• **What you are asked to do**:
Scan the lines below for "Schloßgartenstraße" and copy the matches.

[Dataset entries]
==================================================
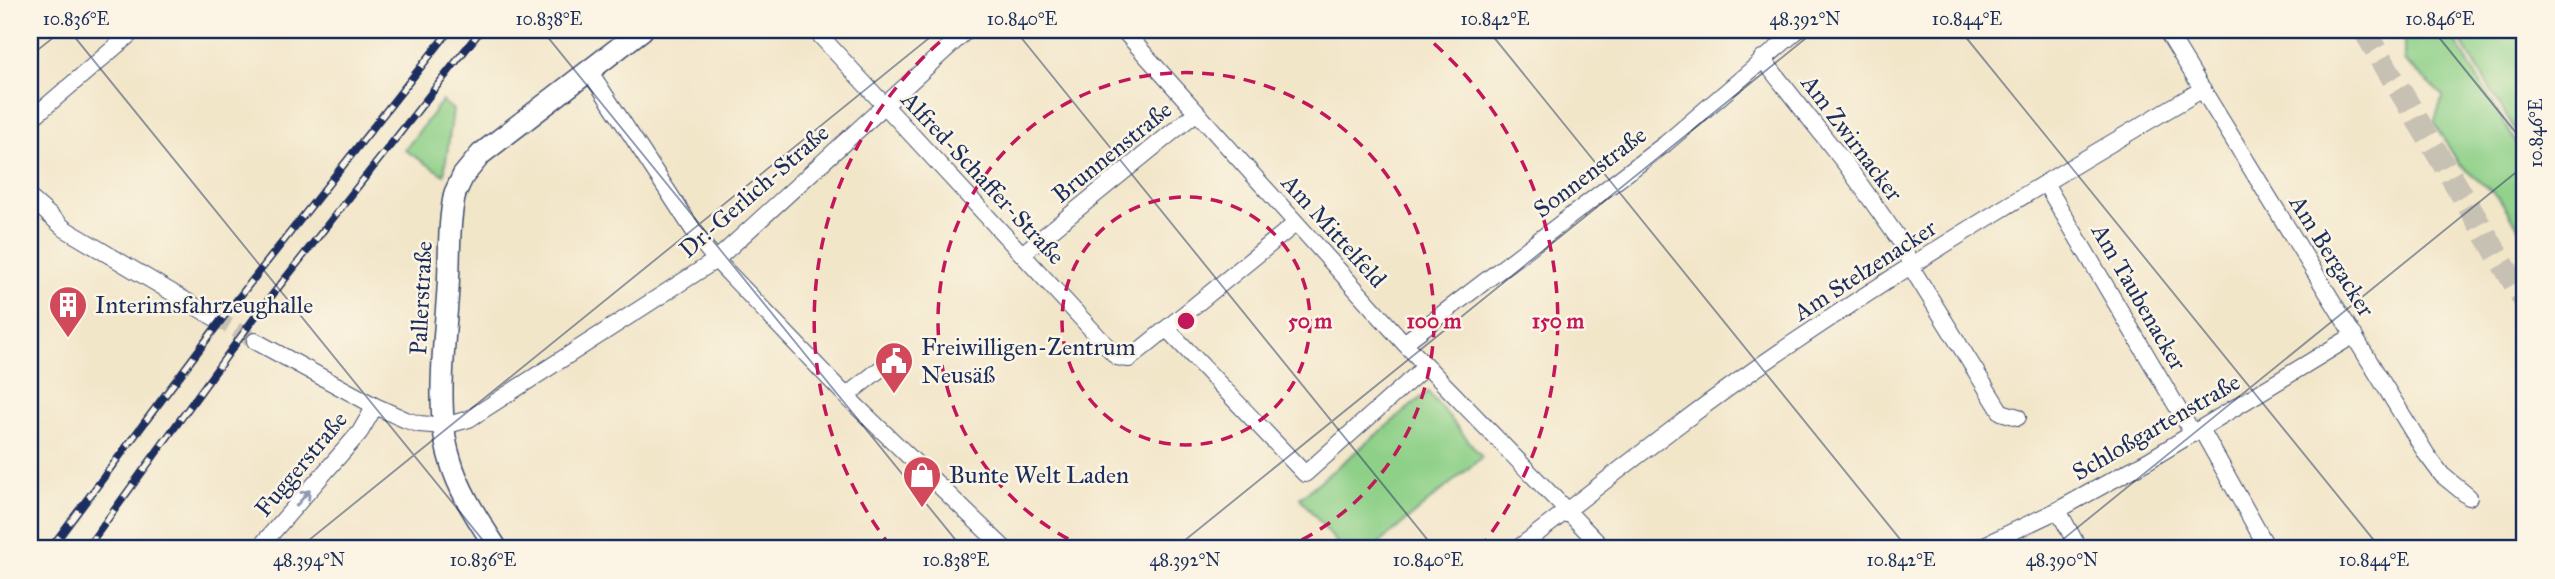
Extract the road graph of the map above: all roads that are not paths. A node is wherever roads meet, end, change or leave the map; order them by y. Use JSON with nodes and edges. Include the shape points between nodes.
{"nodes":[{"id":1,"x":135,"y":30,"type":"edge"},
{"id":2,"x":642,"y":30,"type":"edge"},
{"id":3,"x":815,"y":30,"type":"edge"},
{"id":4,"x":967,"y":30,"type":"edge"},
{"id":5,"x":1123,"y":30,"type":"edge"},
{"id":6,"x":1798,"y":30,"type":"edge"},
{"id":7,"x":2166,"y":30,"type":"edge"},
{"id":8,"x":1762,"y":58,"type":"junction"},
{"id":9,"x":590,"y":72,"type":"junction"},
{"id":10,"x":2203,"y":89,"type":"junction"},
{"id":11,"x":885,"y":104,"type":"junction"},
{"id":12,"x":1197,"y":112,"type":"junction"},
{"id":13,"x":30,"y":120,"type":"edge"},
{"id":14,"x":2045,"y":183,"type":"junction"},
{"id":15,"x":30,"y":198,"type":"edge"},
{"id":16,"x":1295,"y":225,"type":"junction"},
{"id":17,"x":1023,"y":254,"type":"junction"},
{"id":18,"x":716,"y":260,"type":"junction"},
{"id":19,"x":1911,"y":267,"type":"junction"},
{"id":20,"x":215,"y":318,"type":"tunnel mouth"},
{"id":21,"x":1168,"y":330,"type":"junction"},
{"id":22,"x":2354,"y":335,"type":"junction"},
{"id":23,"x":255,"y":341,"type":"tunnel mouth"},
{"id":24,"x":1404,"y":343,"type":"junction"},
{"id":25,"x":893,"y":359,"type":"dead end"},
{"id":26,"x":1426,"y":366,"type":"junction"},
{"id":27,"x":846,"y":396,"type":"junction"},
{"id":28,"x":375,"y":407,"type":"junction"},
{"id":29,"x":2018,"y":417,"type":"dead end"},
{"id":30,"x":444,"y":426,"type":"junction"},
{"id":31,"x":2197,"y":432,"type":"junction"},
{"id":32,"x":2469,"y":497,"type":"dead end"},
{"id":33,"x":2058,"y":510,"type":"junction"},
{"id":34,"x":1567,"y":511,"type":"junction"},
{"id":35,"x":258,"y":549,"type":"edge"},
{"id":36,"x":497,"y":549,"type":"edge"},
{"id":37,"x":1005,"y":549,"type":"edge"},
{"id":38,"x":1517,"y":549,"type":"edge"},
{"id":39,"x":1604,"y":549,"type":"edge"},
{"id":40,"x":1976,"y":549,"type":"edge"},
{"id":41,"x":2079,"y":549,"type":"edge"},
{"id":42,"x":2268,"y":549,"type":"edge"}],
"edges":[{"from":1,"to":13,"type":"street"},
{"from":2,"to":9,"type":"street"},
{"from":3,"to":11,"type":"street","name":"Alfred-Schaffer-Straße"},
{"from":4,"to":11,"type":"street","name":"Dr.-Gerlich-Straße"},
{"from":5,"to":12,"type":"street","name":"Am Mittelfeld"},
{"from":6,"to":8,"type":"street","name":"Sonnenstraße"},
{"from":7,"to":10,"type":"street","name":"Am Bergacker"},
{"from":8,"to":19,"type":"street","name":"Am Zwirnacker","via":[[1855,177],[1903,245]]},
{"from":8,"to":24,"type":"street","name":"Sonnenstraße","via":[[1655,152]]},
{"from":9,"to":18,"type":"street"},
{"from":9,"to":30,"type":"street","name":"Pallerstraße","via":[[481,154],[463,176],[453,203]]},
{"from":10,"to":14,"type":"street","name":"Am Stelzenacker"},
{"from":10,"to":22,"type":"street","name":"Am Bergacker"},
{"from":11,"to":17,"type":"street","name":"Alfred-Schaffer-Straße"},
{"from":11,"to":18,"type":"street","name":"Dr.-Gerlich-Straße"},
{"from":12,"to":16,"type":"street","name":"Am Mittelfeld"},
{"from":12,"to":17,"type":"street","name":"Brunnenstraße"},
{"from":14,"to":19,"type":"street","name":"Am Stelzenacker"},
{"from":14,"to":31,"type":"street","name":"Am Taubenacker"},
{"from":15,"to":20,"type":"street","via":[[65,229]]},
{"from":16,"to":21,"type":"street"},
{"from":16,"to":24,"type":"street","name":"Am Mittelfeld"},
{"from":17,"to":21,"type":"street","name":"Alfred-Schaffer-Straße","via":[[1117,358],[1129,359]]},
{"from":18,"to":27,"type":"street"},
{"from":18,"to":30,"type":"street","name":"Dr.-Gerlich-Straße","via":[[484,412]]},
{"from":19,"to":29,"type":"street","name":"Am Zwirnacker","via":[[2001,412]]},
{"from":19,"to":34,"type":"street","name":"Am Stelzenacker","via":[[1792,344]]},
{"from":21,"to":26,"type":"street","via":[[1305,474]]},
{"from":22,"to":31,"type":"street","name":"Schloßgartenstraße"},
{"from":22,"to":32,"type":"street","name":"Am Bergacker","via":[[2427,455],[2442,475]]},
{"from":23,"to":28,"type":"street"},
{"from":24,"to":26,"type":"street","name":"Am Mittelfeld"},
{"from":25,"to":27,"type":"street"},
{"from":26,"to":34,"type":"street","name":"Am Mittelfeld"},
{"from":27,"to":37,"type":"street"},
{"from":28,"to":30,"type":"street","via":[[419,424]]},
{"from":35,"to":28,"type":"street","name":"Fuggerstraße","one_way":true,"via":[[360,432]]},
{"from":30,"to":36,"type":"street","name":"Pallerstraße","via":[[455,474]]},
{"from":31,"to":33,"type":"street","name":"Schloßgartenstraße"},
{"from":31,"to":42,"type":"street","name":"Am Taubenacker"},
{"from":33,"to":40,"type":"street","name":"Schloßgartenstraße"},
{"from":33,"to":41,"type":"street"},
{"from":34,"to":38,"type":"street","name":"Am Stelzenacker"},
{"from":34,"to":39,"type":"street","name":"Am Mittelfeld"}]}
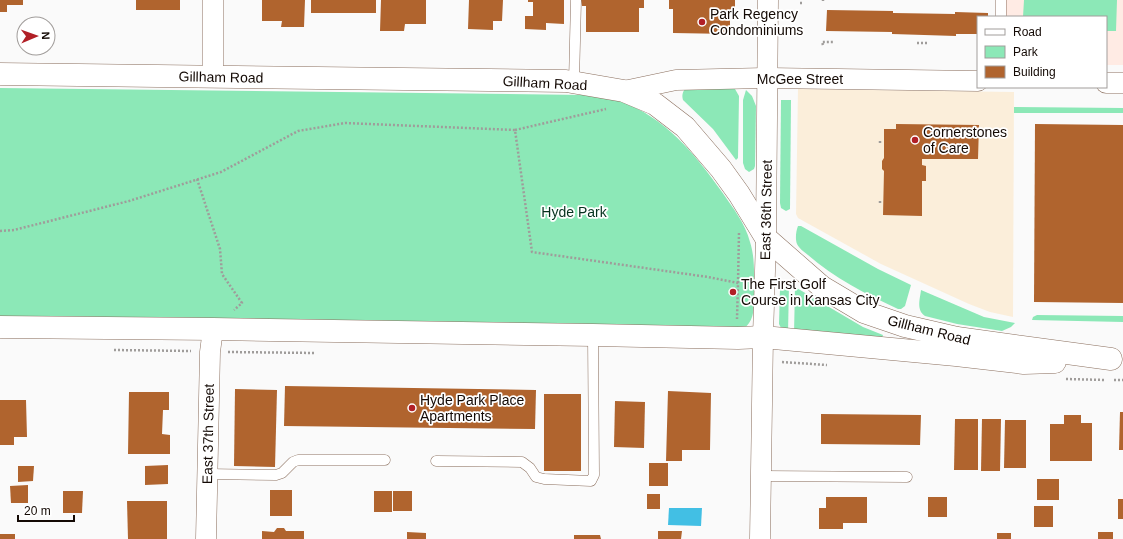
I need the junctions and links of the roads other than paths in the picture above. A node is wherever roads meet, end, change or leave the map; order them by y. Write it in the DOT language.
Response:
graph roads {
  1 [pos="213,0"];
  2 [pos="576,0"];
  3 [pos="768,0"];
  4 [pos="1001,0"];
  5 [pos="1001,16"];
  6 [pos="0,74"];
  7 [pos="213,77"];
  8 [pos="768,78"];
  9 [pos="977,81"];
  10 [pos="574,82"];
  11 [pos="1107,83"];
  12 [pos="1123,83"];
  13 [pos="624,91"];
  14 [pos="766,238"];
  15 [pos="0,327"];
  16 [pos="213,329"];
  17 [pos="593,335"];
  18 [pos="763,337"];
  19 [pos="1117,360"];
  20 [pos="385,460"];
  21 [pos="436,461"];
  22 [pos="207,474"];
  23 [pos="761,476"];
  24 [pos="907,477"];
  25 [pos="206,539"];
  26 [pos="760,539"];
  1 -- 7 [label="street"];
  2 -- 10 [label="lane"];
  3 -- 8 [label="street, East 36th Street"];
  4 -- 5 [label="lane"];
  6 -- 7 [label="main road, Gillham Road"];
  7 -- 10 [label="main road, Gillham Road"];
  8 -- 9 [label="street, McGee Street"];
  8 -- 13 [label="street, McGee Street"];
  8 -- 14 [label="street, East 36th Street"];
  10 -- 13 [label="main road, Gillham Road"];
  11 -- 12 [label="street"];
  13 -- 14 [label="main road, Gillham Road"];
  14 -- 18 [label="street, East 36th Street"];
  14 -- 19 [label="main road, Gillham Road"];
  15 -- 16 [label="main road, Gillham Road"];
  16 -- 17 [label="main road, Gillham Road"];
  16 -- 22 [label="street, East 37th Street"];
  17 -- 18 [label="main road, Gillham Road"];
  17 -- 21 [label="lane"];
  18 -- 19 [label="main road, Gillham Road"];
  18 -- 23 [label="street, East 36th Street"];
  20 -- 22 [label="lane"];
  22 -- 25 [label="street, East 37th Street"];
  23 -- 24 [label="lane"];
  23 -- 26 [label="street, East 36th Street"];
}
==================================================
• **Task result**:
{"from":22,"to":31,"type":"street","name":"Schloßgartenstraße"},
{"from":31,"to":33,"type":"street","name":"Schloßgartenstraße"},
{"from":33,"to":40,"type":"street","name":"Schloßgartenstraße"},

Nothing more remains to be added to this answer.